# Work instructions
Copy out each line of the listing below that contains the word "serif".

# Given data

▬▬▬▬▬▬▬▬▬▬

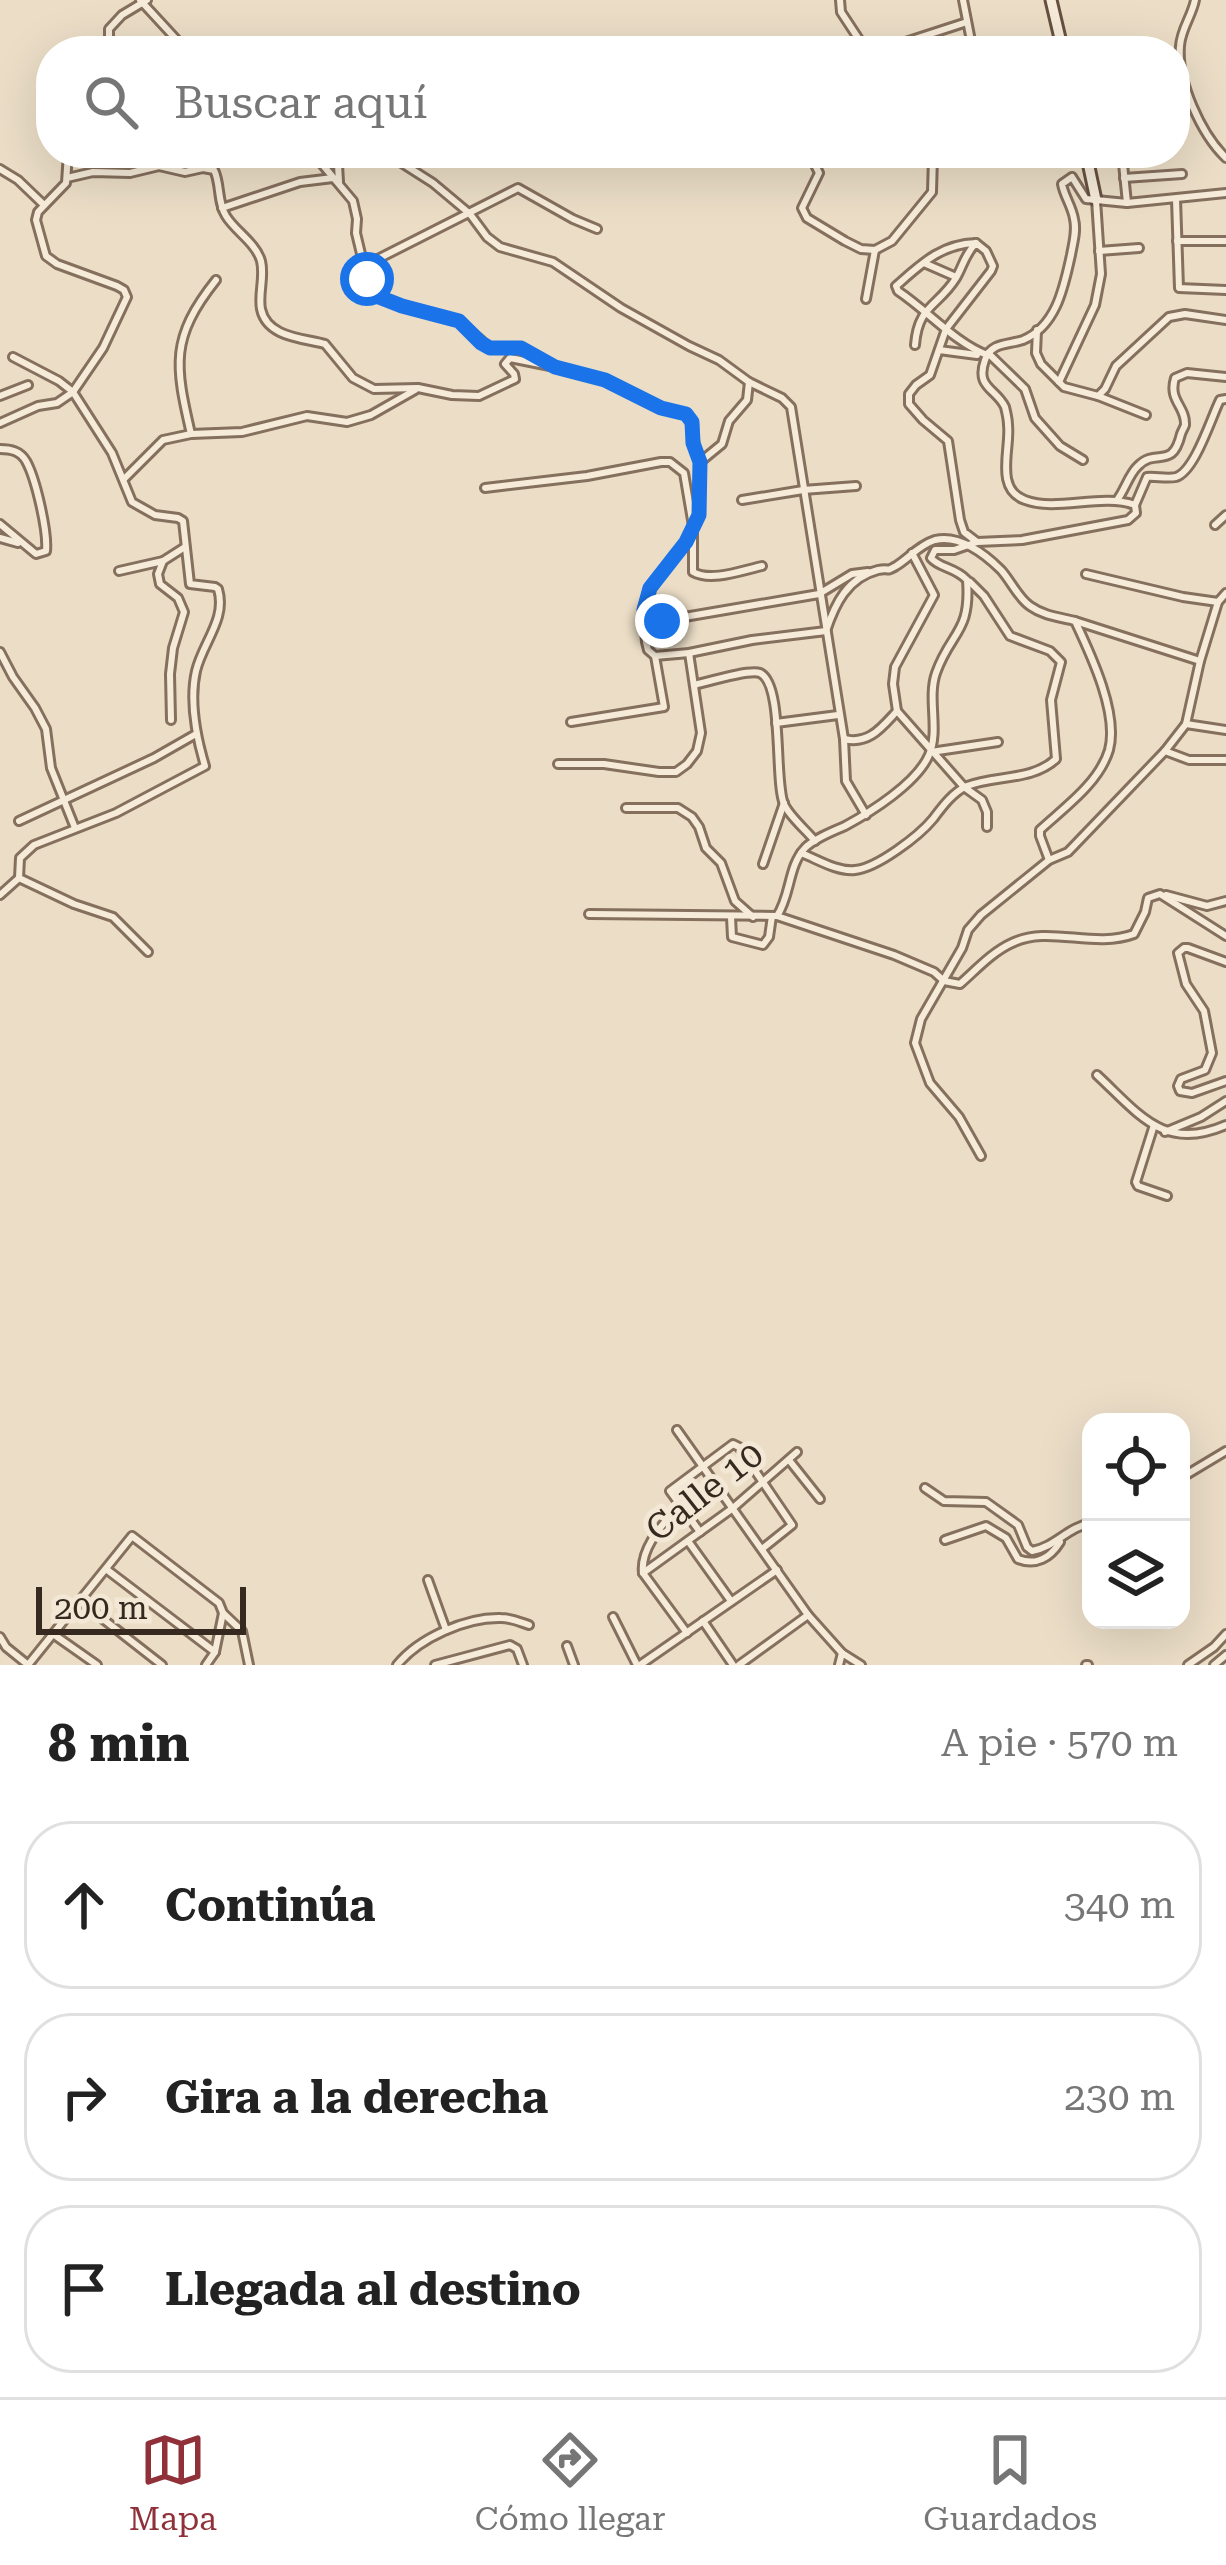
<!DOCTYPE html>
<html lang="es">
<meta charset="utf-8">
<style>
:root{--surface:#fff;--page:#f2f2f2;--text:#222;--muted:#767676;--line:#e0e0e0;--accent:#903139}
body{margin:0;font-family:"Roboto Serif",serif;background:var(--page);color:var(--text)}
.controls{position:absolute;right:36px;bottom:36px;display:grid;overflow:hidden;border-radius:24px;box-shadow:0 12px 48px #0002}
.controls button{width:108px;height:108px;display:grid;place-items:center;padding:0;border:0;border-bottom:3px solid var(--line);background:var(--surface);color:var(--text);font:60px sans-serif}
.scale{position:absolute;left:36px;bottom:30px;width:210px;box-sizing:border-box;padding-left:12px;border:6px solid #362920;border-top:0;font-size:33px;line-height:42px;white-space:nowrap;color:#362920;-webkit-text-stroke:9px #f3e8d5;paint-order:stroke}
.stop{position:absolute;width:36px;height:36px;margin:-27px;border:9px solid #1a73e8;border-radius:50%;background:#fff}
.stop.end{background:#1a73e8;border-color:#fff;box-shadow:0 3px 12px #0008}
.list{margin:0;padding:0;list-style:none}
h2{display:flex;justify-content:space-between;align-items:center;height:156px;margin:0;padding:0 48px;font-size:51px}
h2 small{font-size:39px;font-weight:400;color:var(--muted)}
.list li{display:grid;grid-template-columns:78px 1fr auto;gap:36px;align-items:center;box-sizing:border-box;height:168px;margin:0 24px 24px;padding:0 24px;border:3px solid var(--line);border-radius:48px}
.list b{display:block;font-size:45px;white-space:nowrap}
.list em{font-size:39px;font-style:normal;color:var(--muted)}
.icon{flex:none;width:66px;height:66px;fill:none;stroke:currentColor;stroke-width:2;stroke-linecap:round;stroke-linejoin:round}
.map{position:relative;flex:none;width:1226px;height:1665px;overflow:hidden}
.search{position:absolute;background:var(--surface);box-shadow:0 12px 48px #0002;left:36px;right:36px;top:36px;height:132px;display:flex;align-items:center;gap:30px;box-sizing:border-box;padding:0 42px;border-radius:48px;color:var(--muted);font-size:45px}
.sheet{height:732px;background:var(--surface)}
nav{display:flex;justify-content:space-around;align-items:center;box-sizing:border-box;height:168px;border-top:3px solid var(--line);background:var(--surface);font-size:33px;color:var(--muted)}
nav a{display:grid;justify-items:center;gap:6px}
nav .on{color:var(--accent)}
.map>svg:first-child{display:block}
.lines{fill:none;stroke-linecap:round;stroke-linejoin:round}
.street-casing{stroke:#856f5d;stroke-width:12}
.secondary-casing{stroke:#675040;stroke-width:15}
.street{stroke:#f6ebd9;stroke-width:6}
.secondary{stroke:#f6ebd9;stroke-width:9}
.route{stroke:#1a73e8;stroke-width:15}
.labels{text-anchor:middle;stroke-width:10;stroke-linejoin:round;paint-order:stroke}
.street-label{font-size:36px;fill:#362920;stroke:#f3e8d5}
</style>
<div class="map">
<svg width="1226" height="1665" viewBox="0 0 1226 1665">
<rect width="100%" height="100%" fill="#ebddc6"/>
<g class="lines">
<!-- street casing -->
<g class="street-casing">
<g id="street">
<polyline points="140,0 187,51"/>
<polyline points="840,0 841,12 862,44 870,47 890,47 967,22"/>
<polyline points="963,0 973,51"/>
<path d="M1195,0C1192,16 1181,29 1180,46C1177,81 1201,134 1226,158"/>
<polyline points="122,51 109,38 109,29 122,15 147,0"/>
<polyline points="303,51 304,50"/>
<polyline points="1175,140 1179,139"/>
<path d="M308,153L316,157L353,201L357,219L356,233L367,279L379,297L402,306L459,321L490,348H521L555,367L605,380L661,408L686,414C697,428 691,446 700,462"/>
<polyline points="386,153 433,183 470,214 487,237 500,247 553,262 621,308 689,346 719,360 749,382 782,398 791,407 844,739 846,781 866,815"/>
<polyline points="809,153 819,173 802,208 807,218 845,241 861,249 875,250 892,241 932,192 933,157 938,153"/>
<polyline points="1126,153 1122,154 1127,203"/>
<polyline points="849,157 883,160 933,157"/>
<polyline points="0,169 18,180 44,205"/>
<path d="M67,178L93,172L130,173L159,166L185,172L203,168L214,170C221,184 217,202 226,216C235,231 256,243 261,261C265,277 258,294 261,309C267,338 304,338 325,344L353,378L374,389L418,388L452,395L479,396L515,379L514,374L505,364L510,358L555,367"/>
<polyline points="1124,178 1182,174"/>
<polyline points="339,182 338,164 341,153"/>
<polyline points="1176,199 1179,288 1226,290"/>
<polyline points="222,208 300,182 333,178"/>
<polyline points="1177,241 1226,241"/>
<path d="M976,243C941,244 921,264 896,286L898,291C928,311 954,342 987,355"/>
<polyline points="1099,251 1139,248"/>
<polyline points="924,263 956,277"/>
<polyline points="364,266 518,188 573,219 597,229"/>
<polyline points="866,299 875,250"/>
<polyline points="1037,330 1036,353 1041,364 1064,387 1098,396 1146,415"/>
<path d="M915,345C918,305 938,307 956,278C963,266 965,254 976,243L986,251L993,266L991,271L946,329L930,375L916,385L909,394V404L923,420L948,441L960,520L964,532L977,542"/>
<polyline points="939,350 977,355"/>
<polyline points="988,353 1025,389 1035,418 1060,446 1083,460"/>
<path d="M749,382L747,400L729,421L722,444L700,462L699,515L693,526V572C711,582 740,571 762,566"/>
<polyline points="1059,382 1095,305 1101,274 1096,200"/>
<polyline points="0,396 28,385"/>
<polyline points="1098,396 1105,389 1116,366 1169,317 1185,314 1226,320"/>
<polyline points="0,423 38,406 57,403 73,392 103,348 127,297 124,290 117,286 57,264 46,256 36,220 38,212 66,183 68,153"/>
<path d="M191,434C175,365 170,338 216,280"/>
<path d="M0,449C11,449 20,451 26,461C36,479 48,532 46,551L36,554L0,524"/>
<polyline points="124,479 163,440 191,434 242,432 307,416 347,422 371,415 415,390"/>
<polyline points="485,488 587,476 661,462 670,462 684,473 693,526 686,543 649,588 643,609 646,642 648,650 655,656 664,707 571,722"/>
<polyline points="742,500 803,490 856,486"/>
<path d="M1117,500C1125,490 1129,474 1138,466C1156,447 1172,471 1181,434C1182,431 1184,428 1185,425C1186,406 1168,401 1175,378L1187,373L1226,377"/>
<path d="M1135,505L1147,477C1155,476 1167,479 1176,477C1195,471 1211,418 1220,400L1226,399"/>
<polyline points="1215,525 1226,515"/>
<polyline points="0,538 18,543"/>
<polyline points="912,553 934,595 895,667 893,684 897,711 964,787 982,800 987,812 987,827"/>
<polyline points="163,561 158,574 160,584 178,598 184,612 173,648 170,674 171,720"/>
<polyline points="119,571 163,561 185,547"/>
<polyline points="1086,574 1183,597 1218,602"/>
<polyline points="646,612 654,620 661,621 819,594 852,574 868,572"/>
<polyline points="1075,621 1200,661"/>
<polyline points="0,652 13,677 35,708 46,729 51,768 75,828"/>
<path d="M655,656L689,653L752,640L826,631C835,604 847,578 878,570C891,567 884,573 896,566C909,558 919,545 935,540C959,534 985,554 1001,570C1011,581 1018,598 1030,606C1044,616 1059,617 1075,621C1090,653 1119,713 1109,750C1099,783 1065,807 1040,830V836L1049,860"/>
<path d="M694,685C707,682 749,669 760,673C784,684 774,781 784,804C789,816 806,830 815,841"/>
<polyline points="776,723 838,715"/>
<polyline points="1186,724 1226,730"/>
<path d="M844,739C869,745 882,727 897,711"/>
<polyline points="1165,751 1189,760 1226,760"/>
<polyline points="931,752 998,742"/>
<polyline points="558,764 604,764 659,772 676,772 687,764 697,751 701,733 689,653"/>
<polyline points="626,808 678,808 692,817 699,827 706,848 721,863 735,901 753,917"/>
<polyline points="19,821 154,758 196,734"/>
<path d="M801,853C817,859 837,872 855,870C877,868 919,836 933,819C942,807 953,792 967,786C996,775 1032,781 1056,759L1051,700L1061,662L1050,651L1010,636L984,596L970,582"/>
<polyline points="763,864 784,803"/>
<polyline points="19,878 74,904 113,917 148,952"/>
<path d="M0,895L19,878L20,858L34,845L116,813L205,766C196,736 189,702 196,671C203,642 227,619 218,589L215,587L190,584L183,521L178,518L155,515L132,502L112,453L73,392L59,381L13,357"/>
<polyline points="1166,895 1207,906 1226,901"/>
<path d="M589,914L777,916L894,955L934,972L944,981L960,984C976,970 992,952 1012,943C1049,925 1093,949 1134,934L1145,912L1148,898L1160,894L1226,936"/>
<path d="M777,916C791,895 788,866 805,848C815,838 832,832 845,826C871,812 917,783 929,755C940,730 927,699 936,673C951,631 971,633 967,580C955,567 939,568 931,558L935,550H954L977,542L1022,540L1128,520L1136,513L1135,505C1101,493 1057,512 1025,500C994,489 1011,448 1008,425C1008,421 1006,411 1005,407C996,388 975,388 985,360C991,342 1008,345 1023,340C1057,326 1064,286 1071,255C1073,243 1077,231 1074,219C1072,206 1064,196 1062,184L1072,177L1086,199L1127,203L1226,193"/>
<polyline points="731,917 732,937 763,945 769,937 772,916"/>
<polyline points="1226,962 1188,948 1184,948 1178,953 1186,984 1204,1011 1212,1053 1205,1070 1181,1079 1178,1086 1180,1091 1192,1093 1226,1081"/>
<path d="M1097,1075C1139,1114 1164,1152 1226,1125"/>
<polyline points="1154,1125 1136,1182 1138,1186 1167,1196"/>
<polyline points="1165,1132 1201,1117 1226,1101"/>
<polyline points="981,1156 959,1117 930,1083 915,1043 921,1019 962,948 968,930 981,915 1049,860 1068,852 1165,751 1186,724 1200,661 1218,602 1226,593"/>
<polyline points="677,1430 808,1615 842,1653 861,1665"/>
<polyline points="789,1460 820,1499"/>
<polyline points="1181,1478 1226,1451"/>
<path d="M925,1488L944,1501L986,1502L1018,1525L1027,1547L1032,1551C1055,1547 1068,1527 1091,1523"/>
<polyline points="700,1532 670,1491 733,1444 739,1447 792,1525 762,1549"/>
<path d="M945,1540L986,1526L1006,1538L1018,1559C1036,1566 1050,1558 1060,1542"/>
<polyline points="688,1541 731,1601"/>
<polyline points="106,1569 215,1652"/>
<polyline points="643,1573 733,1508 797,1452"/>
<path d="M643,1573C640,1548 663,1524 679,1505"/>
<polyline points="643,1573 687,1633"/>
<polyline points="428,1580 446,1630"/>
<polyline points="80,1601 162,1665"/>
<polyline points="613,1617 637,1665"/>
<polyline points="703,1621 733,1665"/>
<polyline points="53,1634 97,1665"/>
<polyline points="0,1637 6,1647 27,1664"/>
<polyline points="567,1646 574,1665"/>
<polyline points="28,1665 132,1536 219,1603 223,1613 242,1631 249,1665"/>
<polyline points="206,1665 215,1652 223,1613"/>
<path d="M397,1665C419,1638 466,1617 501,1618C511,1618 520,1622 529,1625"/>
<polyline points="435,1665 510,1645 517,1649 523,1665"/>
<polyline points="640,1665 777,1570"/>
<polyline points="739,1665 808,1615"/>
<polyline points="839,1665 842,1653"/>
<polyline points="1086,1665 1088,1665"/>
<polyline points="1188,1665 1214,1647 1226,1634"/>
<polyline points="1214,1665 1226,1655"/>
</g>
</g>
<!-- secondary casing -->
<g class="secondary-casing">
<g id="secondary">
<polyline points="1051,0 1063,51"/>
<polyline points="1086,153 1096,200"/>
</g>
</g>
<!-- street -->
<use href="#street" class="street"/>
<!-- secondary -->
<use href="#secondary" class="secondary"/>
</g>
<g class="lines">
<!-- route -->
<polyline class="route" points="367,279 379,297 402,306 459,321 481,343 490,348 521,348 555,367 605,380 661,408 686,414 692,422 693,443 700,462 699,515 686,542 650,588 644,610 654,620 662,621"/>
</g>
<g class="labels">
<!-- street labels -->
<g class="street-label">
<text transform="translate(704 1491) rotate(-38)" y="13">Calle 10</text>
</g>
</g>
</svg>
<div class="controls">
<button><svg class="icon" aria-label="locate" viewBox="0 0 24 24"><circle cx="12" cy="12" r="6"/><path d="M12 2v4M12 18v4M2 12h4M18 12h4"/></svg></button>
<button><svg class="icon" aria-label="layers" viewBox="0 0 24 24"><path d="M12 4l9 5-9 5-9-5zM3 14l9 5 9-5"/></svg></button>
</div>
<div class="scale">200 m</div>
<div class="stop" style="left:367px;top:279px"></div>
<div class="stop end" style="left:662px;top:621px"></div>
<div class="search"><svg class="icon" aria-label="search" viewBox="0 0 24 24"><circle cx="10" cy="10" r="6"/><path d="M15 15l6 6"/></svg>Buscar aquí</div>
</div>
<section class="sheet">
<h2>8 min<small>A pie · 570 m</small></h2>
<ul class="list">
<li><svg class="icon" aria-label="ahead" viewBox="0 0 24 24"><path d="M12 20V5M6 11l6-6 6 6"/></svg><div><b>Continúa</b></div><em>340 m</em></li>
<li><svg class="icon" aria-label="right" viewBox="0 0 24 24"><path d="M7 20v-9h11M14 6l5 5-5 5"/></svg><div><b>Gira a la derecha</b></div><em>230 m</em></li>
<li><svg class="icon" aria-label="arrive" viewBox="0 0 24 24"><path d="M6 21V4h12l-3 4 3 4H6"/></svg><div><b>Llegada al destino</b></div></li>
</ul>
</section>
<nav>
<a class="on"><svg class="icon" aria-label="map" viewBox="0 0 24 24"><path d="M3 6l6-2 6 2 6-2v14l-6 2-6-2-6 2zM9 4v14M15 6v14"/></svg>Mapa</a>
<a><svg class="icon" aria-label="directions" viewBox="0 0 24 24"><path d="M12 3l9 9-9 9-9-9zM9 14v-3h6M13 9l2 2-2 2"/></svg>Cómo llegar</a>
<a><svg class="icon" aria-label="saved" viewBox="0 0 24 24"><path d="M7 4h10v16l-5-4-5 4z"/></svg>Guardados</a>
</nav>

▬▬▬▬▬▬▬▬▬▬

# Answer box
body{margin:0;font-family:"Roboto Serif",serif;background:var(--page);color:var(--text)}
.controls button{width:108px;height:108px;display:grid;place-items:center;padding:0;border:0;border-bottom:3px solid var(--line);background:var(--surface);color:var(--text);font:60px sans-serif}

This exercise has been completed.